What is implemented in the library is the correct refinement relationship. I recall Dave Abrahams posted an ascii diagram of what he thought the refinement relationships should be:
>refinement:
>
> +-- p <------+
> / \
> pwh <--+ +-- p45 <---+
> \ / \
> +-- p45wh <--+ +-- p90
> \ /
> +-- p90wh <--+
>
>Ja?
Polygon is a refinement of polygon with holes, polygon45 is a refinement of polygon, polygon90 is a refinement of polygon45 and rectangle is a refinement of polygon90.

>> - What is your evaluation of the implementation?
> It is curious that Boost.Polygon went from Tag Dispatching to SFINAE
> last year, while we (GGL) went from SFINAE to Tag Dispatching. We're
> very glad with our change, while most compiler problems and warnings
> in Boost.Polygon origin from the SFINAE implementation. I'm still
> convinced
> that Tag Dispatching, suggested to us on this list by Dave Abrahams,
> is
> a very good choice in a geometry library implementation. We're happy
> with it and all compiler and compatability problems are vanished.

SFINAE is necessary for generic operators and good to have for generic functions with very generic names such as "area" and "distance". SFINAE is not a bad thing in a boost library. It turns out thate once compiler issues are understood they can be overcome.

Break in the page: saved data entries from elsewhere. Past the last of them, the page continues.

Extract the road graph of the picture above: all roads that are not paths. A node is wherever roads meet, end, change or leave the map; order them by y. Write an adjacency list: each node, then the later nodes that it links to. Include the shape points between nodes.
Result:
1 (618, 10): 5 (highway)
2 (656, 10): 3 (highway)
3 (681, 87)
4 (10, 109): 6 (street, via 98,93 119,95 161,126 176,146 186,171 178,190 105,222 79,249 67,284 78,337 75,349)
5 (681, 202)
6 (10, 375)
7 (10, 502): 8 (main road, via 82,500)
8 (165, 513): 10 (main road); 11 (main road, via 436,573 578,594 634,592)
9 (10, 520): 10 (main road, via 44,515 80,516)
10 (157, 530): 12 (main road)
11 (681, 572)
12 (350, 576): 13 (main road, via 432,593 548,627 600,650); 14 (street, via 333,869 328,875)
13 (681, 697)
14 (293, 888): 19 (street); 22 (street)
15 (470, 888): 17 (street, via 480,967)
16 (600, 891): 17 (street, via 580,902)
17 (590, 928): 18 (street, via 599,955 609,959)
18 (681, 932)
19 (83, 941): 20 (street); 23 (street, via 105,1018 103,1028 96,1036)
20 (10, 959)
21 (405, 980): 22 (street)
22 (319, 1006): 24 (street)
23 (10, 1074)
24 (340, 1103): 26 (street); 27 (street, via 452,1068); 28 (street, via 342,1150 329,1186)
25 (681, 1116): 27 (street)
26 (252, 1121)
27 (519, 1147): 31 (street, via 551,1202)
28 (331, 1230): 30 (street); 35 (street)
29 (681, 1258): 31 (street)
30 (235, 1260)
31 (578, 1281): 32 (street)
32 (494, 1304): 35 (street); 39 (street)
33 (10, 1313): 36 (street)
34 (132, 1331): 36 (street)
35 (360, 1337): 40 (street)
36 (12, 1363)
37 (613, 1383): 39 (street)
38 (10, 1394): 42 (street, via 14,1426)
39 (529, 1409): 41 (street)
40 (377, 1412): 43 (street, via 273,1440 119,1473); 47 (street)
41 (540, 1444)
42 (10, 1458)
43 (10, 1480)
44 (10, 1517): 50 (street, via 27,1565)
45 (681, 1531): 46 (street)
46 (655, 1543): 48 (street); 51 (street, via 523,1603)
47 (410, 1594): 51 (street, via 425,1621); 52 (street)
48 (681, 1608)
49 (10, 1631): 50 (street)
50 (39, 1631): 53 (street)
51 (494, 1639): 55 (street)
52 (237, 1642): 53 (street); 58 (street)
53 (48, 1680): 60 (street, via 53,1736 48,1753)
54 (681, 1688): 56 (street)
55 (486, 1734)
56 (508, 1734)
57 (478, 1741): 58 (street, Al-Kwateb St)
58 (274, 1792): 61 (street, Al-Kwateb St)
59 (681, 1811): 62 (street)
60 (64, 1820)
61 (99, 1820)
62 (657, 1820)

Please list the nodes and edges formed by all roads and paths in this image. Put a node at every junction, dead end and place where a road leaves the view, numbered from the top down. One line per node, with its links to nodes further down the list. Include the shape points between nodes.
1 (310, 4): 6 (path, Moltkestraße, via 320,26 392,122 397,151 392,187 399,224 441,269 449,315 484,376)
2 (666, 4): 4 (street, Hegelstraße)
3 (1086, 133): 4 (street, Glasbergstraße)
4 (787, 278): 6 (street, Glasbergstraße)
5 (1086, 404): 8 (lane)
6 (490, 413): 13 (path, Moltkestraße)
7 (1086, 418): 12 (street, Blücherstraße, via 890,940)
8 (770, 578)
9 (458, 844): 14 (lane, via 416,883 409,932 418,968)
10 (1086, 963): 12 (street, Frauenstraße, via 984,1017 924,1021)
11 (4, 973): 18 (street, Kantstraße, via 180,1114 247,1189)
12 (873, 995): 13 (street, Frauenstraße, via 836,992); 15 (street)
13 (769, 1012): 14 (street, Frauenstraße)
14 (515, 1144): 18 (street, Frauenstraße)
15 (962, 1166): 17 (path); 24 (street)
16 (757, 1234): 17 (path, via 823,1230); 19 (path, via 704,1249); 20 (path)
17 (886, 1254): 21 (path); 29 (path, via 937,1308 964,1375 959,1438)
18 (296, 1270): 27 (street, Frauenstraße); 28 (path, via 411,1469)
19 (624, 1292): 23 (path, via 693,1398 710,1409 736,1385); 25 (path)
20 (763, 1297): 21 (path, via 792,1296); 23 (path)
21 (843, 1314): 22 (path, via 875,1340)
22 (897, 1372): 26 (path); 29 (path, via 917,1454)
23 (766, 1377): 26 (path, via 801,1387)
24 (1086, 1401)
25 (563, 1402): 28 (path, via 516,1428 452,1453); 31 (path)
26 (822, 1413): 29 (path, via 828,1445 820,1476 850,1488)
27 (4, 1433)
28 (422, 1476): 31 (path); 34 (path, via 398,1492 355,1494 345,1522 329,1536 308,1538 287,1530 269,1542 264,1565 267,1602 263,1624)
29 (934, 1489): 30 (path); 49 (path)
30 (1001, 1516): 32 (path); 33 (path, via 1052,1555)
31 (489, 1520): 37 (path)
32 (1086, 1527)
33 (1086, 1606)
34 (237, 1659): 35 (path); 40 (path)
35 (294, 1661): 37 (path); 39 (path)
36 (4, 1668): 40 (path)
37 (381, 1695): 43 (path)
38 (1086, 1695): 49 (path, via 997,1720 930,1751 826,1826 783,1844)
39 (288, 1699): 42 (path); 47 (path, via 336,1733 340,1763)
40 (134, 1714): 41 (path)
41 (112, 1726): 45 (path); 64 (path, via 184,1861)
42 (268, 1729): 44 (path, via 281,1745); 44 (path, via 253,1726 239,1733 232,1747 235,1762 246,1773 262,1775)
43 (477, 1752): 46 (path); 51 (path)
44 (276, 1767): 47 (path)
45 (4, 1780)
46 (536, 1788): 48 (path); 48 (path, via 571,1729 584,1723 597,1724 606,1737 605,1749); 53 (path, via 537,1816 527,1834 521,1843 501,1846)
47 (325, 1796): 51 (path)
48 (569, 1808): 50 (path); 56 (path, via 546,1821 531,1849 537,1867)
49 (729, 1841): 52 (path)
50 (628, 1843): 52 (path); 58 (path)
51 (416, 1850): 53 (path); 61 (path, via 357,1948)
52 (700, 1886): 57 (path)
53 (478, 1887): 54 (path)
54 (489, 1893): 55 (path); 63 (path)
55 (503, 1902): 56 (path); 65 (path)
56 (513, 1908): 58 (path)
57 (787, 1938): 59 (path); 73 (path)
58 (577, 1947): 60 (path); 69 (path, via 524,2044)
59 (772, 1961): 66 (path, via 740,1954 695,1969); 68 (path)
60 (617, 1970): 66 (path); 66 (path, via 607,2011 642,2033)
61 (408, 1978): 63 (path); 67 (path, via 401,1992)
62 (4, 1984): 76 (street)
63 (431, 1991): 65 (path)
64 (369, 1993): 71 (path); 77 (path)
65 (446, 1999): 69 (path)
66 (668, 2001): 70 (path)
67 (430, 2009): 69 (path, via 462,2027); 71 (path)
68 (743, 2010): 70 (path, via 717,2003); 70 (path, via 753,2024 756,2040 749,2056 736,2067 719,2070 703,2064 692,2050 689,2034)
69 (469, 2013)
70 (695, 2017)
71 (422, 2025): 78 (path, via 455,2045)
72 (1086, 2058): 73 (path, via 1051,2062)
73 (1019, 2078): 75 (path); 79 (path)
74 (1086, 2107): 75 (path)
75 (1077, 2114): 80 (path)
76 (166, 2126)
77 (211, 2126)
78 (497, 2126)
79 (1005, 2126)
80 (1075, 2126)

> Things are copied from other boost libraries. File isotropy.hpp
> contains
> a nearly literal copy of enable_if. There is also an extraction of
> MPL.
> While this is an explicit choice, I don't think it is a good choice.
> The Boost Concept Check Library is not used to check concepts.

These things copied from boost source code are inside #ifdef BOOST_POLYGON_NO_DEPS and are to facilitate compiling and using the library in stand alone mode. This is necessary for internal use of the library and I didn't want to fork the code to submit it to boost.

> I didn't try everything, but I'm getting the feeling that the concepts
> are not implemented as they should be. The file
> polygon_set_concept.hpp, which should give an outline of the polygon
> set concept, is dependant on polygon_set_data.hpp (which implements
> that concept). That should be the other way round. Inside that
> concept file, points are often copied into
> a polygon_set_data temporary. That is not how concepts should be
> implemented, and is very bad for performance.

I have to copy the polygon edges into something so that I can sort and scan them. That thing is encapsulated by the polygon_set_data class.
 
> I conclude with the remark that I've asked several times on this list
> and off-list for cooperation, I suggested that Luke could join us
> writing a combined Geometry Library for Boost. All these requests were
> never answered. I would still be in favour of one library.
> If this library is accepted it will create a different situation for
> subsequent geometry libraries. In reviews it will be expected that
> these libraries work together or that one is built on top of the
> other. If
> that is the case, the base should be very very good. It is to the
> other reviewers to decide that this is the case.

Our agreement at boostcon was that I would submit my library for review in a matter of months and that eventually when your library is reviewed it would be necessary to demonstrate interoperability. There is nothing about my library that would make it hard to demonstrate interoperability so I don't understand your concern.